Alt text: a bird calmly sitting on an electrical wire, but there’s an arrow going straight trough its body. The caption says: “Until death, all defeat is psychological”
Alt text: a bird calmly sitting on an electrical wire, but there’s an arrow going straight trough its body. The caption says: “Until death, all defeat is psychological”
This is what it took for europeans to realize that storks migrate south in winter.
It used to be thought that they winter under frozen lakes, or maybe hibernate. Then in the 1800s a stork was found in germany flying around with an african style arrow in it.
Migration HAD been proposed before, but people kept dismissing the idea that they could fly long-distance, especially over the Mediterranean.
That is also why barnacle geese are called barnacle geese; they thought the adults died in winter and new adults emerged fully formed from barnacles in the spring.
Why barnacles? Apparently the barnacle shells attached to driftwood resembled bird shells to people.
Had other places already figured out the bird migration theory?

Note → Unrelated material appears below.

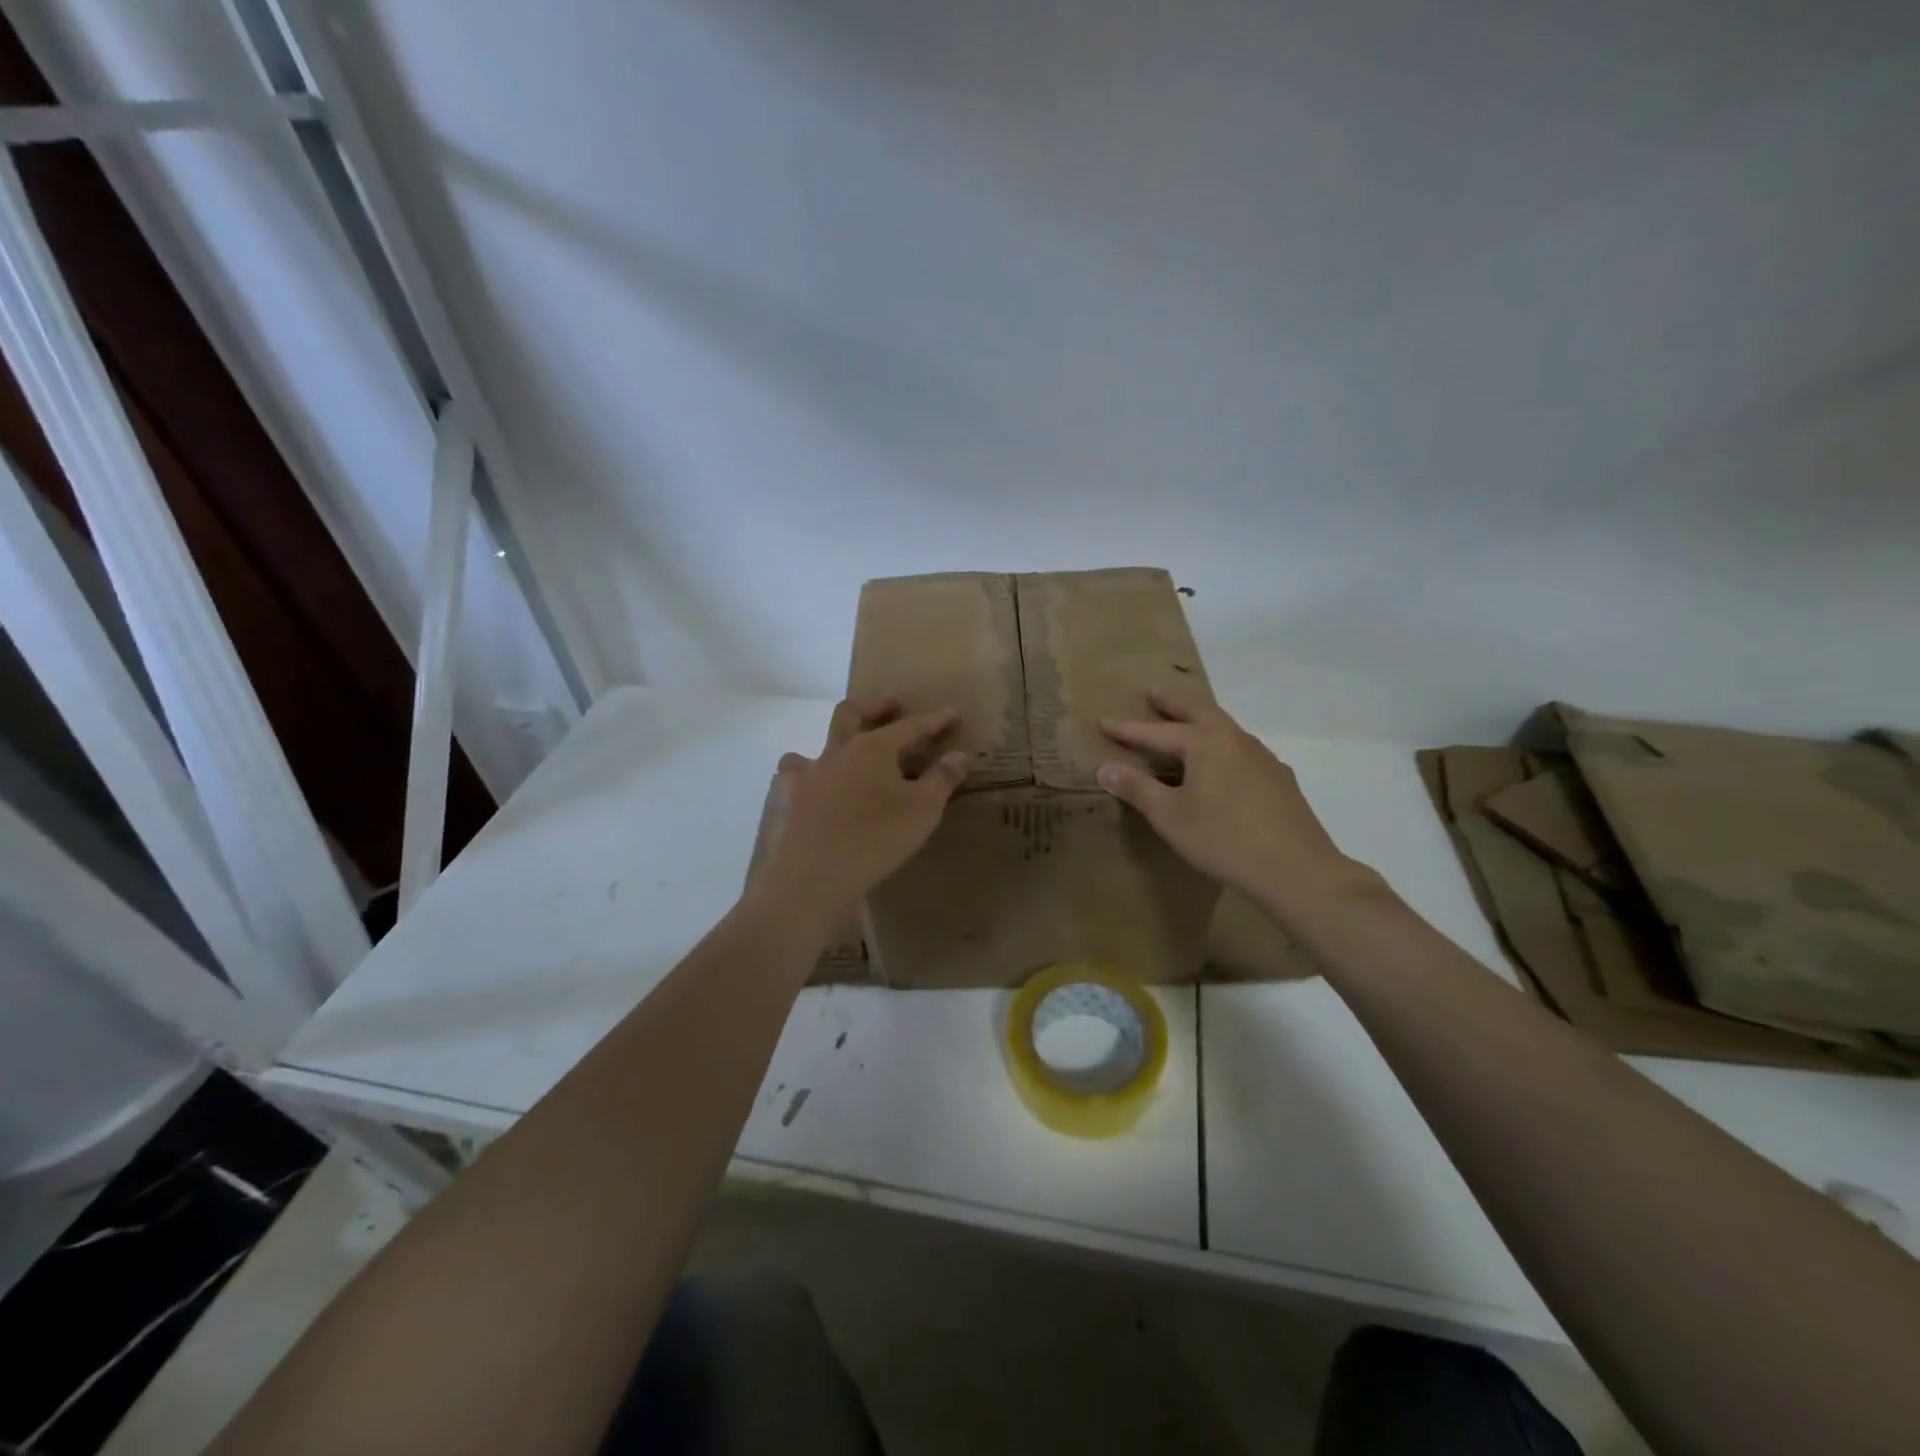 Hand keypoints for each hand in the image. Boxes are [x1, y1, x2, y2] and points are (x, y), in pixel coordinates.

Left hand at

Some places had, I know in Oceania (I want to say Hawaii?) some islands have oral history about how they found the island they live on by following bird migration. The story is actually pretty wild, they rowed out as far and as fast as they could to try to follow the birds, but obviously birds fly faster than people row. So each year they navigated back out to the last spot the had seen the birds last year, waited for them to show up, and rowed like the dickens until they were out of sight again. It must have been an incredible feat to witness, especially when they finally made it to the island they’d spent years trying to locate, based only on the knowledge the birds had to be going somewhere.
It was specifically stork migration. The fact that some birds migrate was known many places, I’d guess deep into prehistory.